Toda esta introducción para hablar de una culpa real y concreta por la que tengo que pedir perdón. La roca de la culpa —en nuestra cultura judeocristiana— pierde peso reconociéndola y pidiendo perdón. Aunque el daño está hecho, la culpa y el daño se atenúan si uno reconoce el error. Yo pecador confieso ante vosotros lectores que la semana pasada pequé por precipitado, por rabioso y por no investigar bien antes de hablar, o peor, antes de escribir, que da más tiempo para meditar y preguntar. Señalé una estupidez de la que no me arrepiento: no me siento culpable de haber dicho que era una idiotez que la Biblioteca Nacional —por errores de Germán Arciniegas y Enrique Uribe White— no recibiera la donación de Bernardo Mendel. Esa denuncia, que originalmente es de Mauricio Pombo, la comparto y la sostengo: perdimos un tesoro bibliográfico.

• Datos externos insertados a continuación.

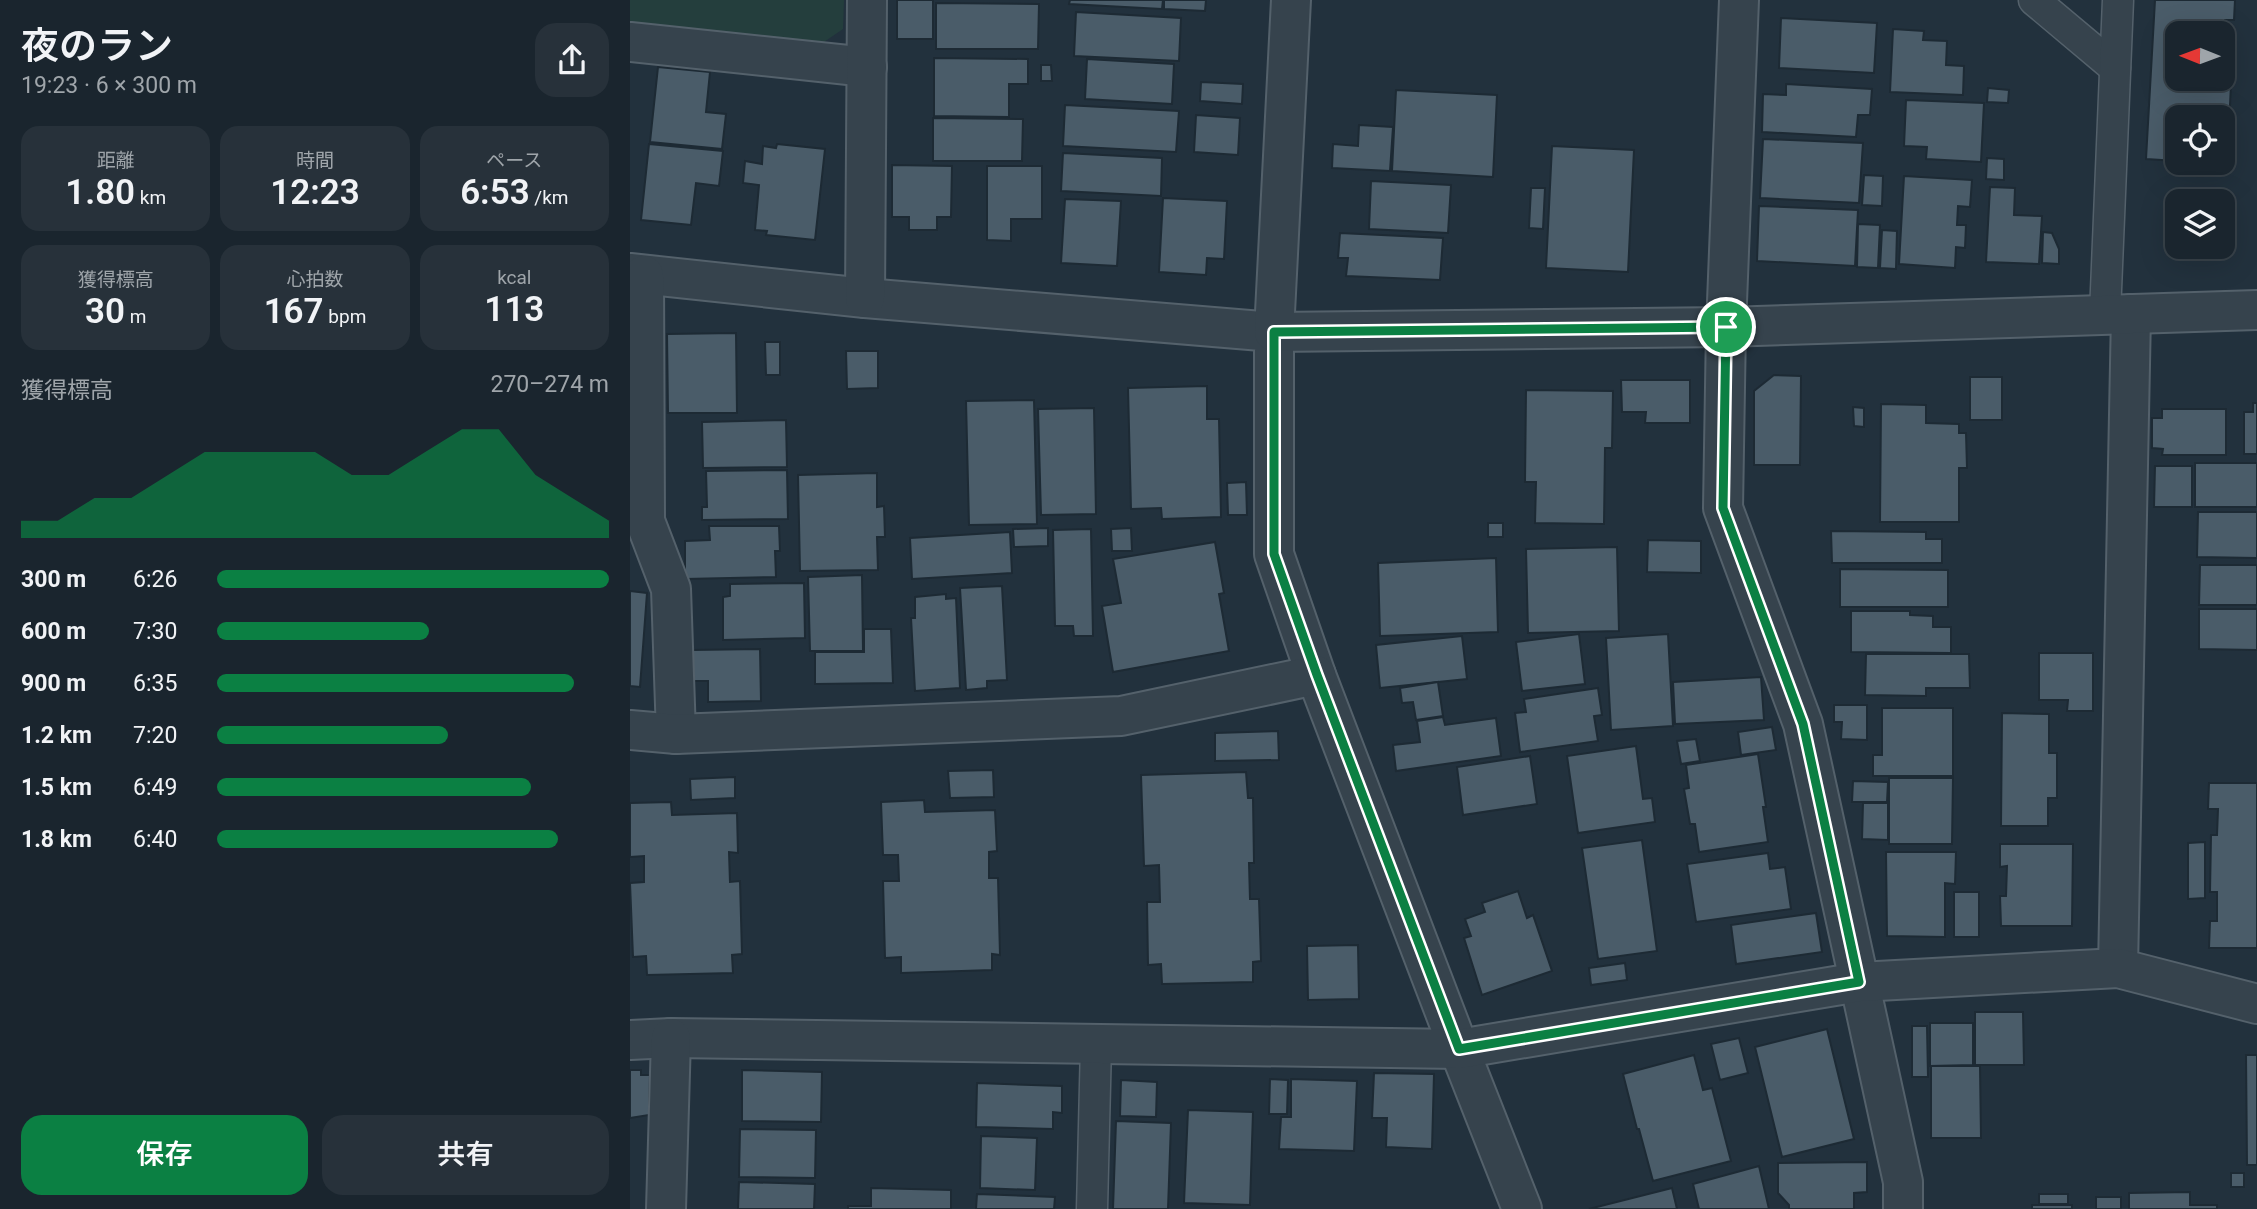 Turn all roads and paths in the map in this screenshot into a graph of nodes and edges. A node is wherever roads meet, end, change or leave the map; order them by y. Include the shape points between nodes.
1 (867, 0) edge
2 (1291, 0) edge
3 (1739, 0) edge
4 (2034, 0) edge
5 (2118, 0) edge
6 (630, 42) edge
7 (867, 67) junction
8 (2115, 68) junction
9 (637, 274) edge
10 (865, 298) junction
11 (2257, 310) edge
12 (2118, 314) junction
13 (1726, 327) junction
14 (1274, 332) junction
15 (1317, 675) junction
16 (630, 730) edge
17 (676, 734) junction
18 (2119, 968) junction
19 (1859, 982) junction
20 (2257, 1004) edge
21 (671, 1038) junction
22 (630, 1040) edge
23 (1096, 1044) junction
24 (1459, 1049) junction
25 (666, 1209) edge
26 (1092, 1209) edge
27 (1522, 1209) edge
28 (1903, 1209) edge

1 - 7 street
2 - 14 street
3 - 13 street
4 - 8 lane
5 - 8 lane
6 - 7 street
7 - 10 street
8 - 12 lane
9 - 10 street
9 - 17 street via 645,521 671,589
10 - 14 street
11 - 12 street
12 - 13 street
12 - 18 street
13 - 14 street
13 - 19 street via 1723,508 1803,724
14 - 15 street via 1274,554
15 - 17 street via 1121,716
15 - 24 street
16 - 17 street
18 - 19 street
18 - 20 street
19 - 24 street
19 - 28 street via 1903,1182
21 - 22 street
21 - 23 street
21 - 25 street
23 - 24 street
23 - 26 lane
24 - 27 street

Pero en la indignación que me dio enterarme de esa estupidez, dije dos estupideces: que Arciniegas y Uribe White eran mediocres —y no lo son ni lo fueron— y además insinué, sin tener pruebas, que su negativa a recibir los libros de Mendel podía ser un acto antisemita. Parientes, amigos y admiradores de estos dos intelectuales me han señalado que esta acusación es injusta e imposible. Que ambos, y en particular Arciniegas, fueron amigos e incluso defensores de los judíos durante la Segunda Guerra Mundial. Que Arciniegas fue amigo de Stefan Zweig (intentó incluso que le dieran una visa), embajador en Israel y redactor de una guía para conocer este país. En fin, mi insinuación no tenía sentido. Por mi culpa, por mi culpa, por mi grandísima culpa. Les pido perdón a los interesados y en general a los lectores.